Below, find each line holding "green" and state how many there are, using the number alone.

= Beginning of Section =

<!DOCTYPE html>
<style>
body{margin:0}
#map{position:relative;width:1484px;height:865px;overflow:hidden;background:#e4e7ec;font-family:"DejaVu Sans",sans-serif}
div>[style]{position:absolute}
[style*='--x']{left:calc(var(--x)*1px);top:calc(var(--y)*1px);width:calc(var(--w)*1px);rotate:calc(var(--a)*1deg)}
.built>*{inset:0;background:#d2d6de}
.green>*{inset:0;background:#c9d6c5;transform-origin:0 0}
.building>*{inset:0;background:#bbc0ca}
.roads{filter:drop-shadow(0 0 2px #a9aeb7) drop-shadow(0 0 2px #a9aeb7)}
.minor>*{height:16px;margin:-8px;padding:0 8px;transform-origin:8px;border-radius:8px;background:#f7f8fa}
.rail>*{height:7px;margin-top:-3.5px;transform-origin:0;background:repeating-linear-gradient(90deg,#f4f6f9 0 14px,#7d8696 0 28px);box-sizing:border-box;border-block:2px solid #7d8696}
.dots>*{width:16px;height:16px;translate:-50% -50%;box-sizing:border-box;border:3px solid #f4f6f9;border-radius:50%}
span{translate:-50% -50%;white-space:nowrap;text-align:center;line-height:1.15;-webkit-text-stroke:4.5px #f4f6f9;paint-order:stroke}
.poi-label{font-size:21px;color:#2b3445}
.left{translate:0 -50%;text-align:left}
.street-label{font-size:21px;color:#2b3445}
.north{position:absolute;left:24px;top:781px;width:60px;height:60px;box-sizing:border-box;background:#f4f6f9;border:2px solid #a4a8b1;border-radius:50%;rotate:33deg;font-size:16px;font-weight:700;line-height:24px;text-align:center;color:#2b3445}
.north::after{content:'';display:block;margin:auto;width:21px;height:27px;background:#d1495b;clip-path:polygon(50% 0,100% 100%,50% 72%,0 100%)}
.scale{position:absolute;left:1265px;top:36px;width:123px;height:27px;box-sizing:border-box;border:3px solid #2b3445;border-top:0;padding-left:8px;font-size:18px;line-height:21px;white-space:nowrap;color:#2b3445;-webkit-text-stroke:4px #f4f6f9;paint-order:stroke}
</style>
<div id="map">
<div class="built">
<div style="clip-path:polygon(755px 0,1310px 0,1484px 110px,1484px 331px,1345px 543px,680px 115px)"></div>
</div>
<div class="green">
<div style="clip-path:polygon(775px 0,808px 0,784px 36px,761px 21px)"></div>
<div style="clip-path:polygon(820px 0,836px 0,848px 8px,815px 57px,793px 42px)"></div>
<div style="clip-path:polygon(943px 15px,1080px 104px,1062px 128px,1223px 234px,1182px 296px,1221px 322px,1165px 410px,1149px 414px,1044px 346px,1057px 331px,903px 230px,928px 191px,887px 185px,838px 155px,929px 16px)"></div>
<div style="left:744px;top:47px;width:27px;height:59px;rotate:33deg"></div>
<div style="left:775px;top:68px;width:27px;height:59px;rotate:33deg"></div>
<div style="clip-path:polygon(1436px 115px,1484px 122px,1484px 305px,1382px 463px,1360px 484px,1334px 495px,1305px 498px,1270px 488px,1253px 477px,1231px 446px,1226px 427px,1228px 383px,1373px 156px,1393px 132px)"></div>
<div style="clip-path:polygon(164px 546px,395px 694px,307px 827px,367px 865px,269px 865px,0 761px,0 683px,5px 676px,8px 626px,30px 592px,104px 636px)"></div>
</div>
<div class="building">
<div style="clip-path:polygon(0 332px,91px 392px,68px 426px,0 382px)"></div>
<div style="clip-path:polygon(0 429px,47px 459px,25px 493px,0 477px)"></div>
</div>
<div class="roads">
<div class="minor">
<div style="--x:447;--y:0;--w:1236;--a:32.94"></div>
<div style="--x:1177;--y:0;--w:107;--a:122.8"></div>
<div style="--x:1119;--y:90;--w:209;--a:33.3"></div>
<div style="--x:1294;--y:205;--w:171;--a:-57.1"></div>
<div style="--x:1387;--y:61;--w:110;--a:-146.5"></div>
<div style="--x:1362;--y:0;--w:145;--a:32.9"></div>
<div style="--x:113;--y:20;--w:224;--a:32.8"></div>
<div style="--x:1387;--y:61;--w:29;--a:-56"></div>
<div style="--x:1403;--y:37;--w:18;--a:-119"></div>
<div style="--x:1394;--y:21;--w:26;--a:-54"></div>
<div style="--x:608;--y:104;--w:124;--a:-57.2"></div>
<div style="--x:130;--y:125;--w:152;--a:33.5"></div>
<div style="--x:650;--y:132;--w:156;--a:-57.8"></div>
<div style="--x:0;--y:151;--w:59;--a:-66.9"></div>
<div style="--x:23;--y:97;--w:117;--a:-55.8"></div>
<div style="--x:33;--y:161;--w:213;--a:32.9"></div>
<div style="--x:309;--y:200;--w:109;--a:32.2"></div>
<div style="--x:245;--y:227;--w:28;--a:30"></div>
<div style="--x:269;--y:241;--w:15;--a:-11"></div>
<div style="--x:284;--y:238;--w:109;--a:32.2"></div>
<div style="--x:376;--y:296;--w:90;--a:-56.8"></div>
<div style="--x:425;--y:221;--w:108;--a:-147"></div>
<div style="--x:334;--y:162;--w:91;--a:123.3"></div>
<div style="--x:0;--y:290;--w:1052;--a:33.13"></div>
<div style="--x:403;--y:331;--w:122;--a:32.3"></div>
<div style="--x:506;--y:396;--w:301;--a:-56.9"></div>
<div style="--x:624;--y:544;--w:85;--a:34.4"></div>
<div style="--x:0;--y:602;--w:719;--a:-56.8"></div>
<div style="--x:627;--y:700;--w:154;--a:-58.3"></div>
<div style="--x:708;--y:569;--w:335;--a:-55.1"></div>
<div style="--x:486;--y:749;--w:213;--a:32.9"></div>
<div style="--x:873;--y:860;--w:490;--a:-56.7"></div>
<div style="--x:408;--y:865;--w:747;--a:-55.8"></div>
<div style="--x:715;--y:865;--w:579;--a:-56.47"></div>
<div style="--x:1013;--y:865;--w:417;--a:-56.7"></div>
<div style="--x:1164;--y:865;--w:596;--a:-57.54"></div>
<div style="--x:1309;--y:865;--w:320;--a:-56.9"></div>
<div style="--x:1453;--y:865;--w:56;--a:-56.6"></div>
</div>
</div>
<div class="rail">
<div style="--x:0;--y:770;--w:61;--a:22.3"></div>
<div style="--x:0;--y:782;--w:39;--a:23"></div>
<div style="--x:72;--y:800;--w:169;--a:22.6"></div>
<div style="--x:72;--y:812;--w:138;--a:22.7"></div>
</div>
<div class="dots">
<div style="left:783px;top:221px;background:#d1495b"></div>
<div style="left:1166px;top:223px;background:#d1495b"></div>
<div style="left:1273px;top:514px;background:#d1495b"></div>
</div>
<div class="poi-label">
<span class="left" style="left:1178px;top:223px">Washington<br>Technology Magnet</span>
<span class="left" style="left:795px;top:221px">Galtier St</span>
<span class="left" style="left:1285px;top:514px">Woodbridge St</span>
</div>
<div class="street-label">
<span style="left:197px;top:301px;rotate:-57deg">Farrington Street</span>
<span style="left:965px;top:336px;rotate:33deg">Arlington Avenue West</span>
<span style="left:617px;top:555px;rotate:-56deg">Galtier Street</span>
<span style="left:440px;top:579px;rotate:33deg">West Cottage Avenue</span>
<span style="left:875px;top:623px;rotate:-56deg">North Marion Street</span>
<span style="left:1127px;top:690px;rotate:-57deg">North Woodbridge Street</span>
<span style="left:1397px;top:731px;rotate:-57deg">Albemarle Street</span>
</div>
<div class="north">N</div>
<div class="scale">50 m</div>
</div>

= End of Section =

Task response.
2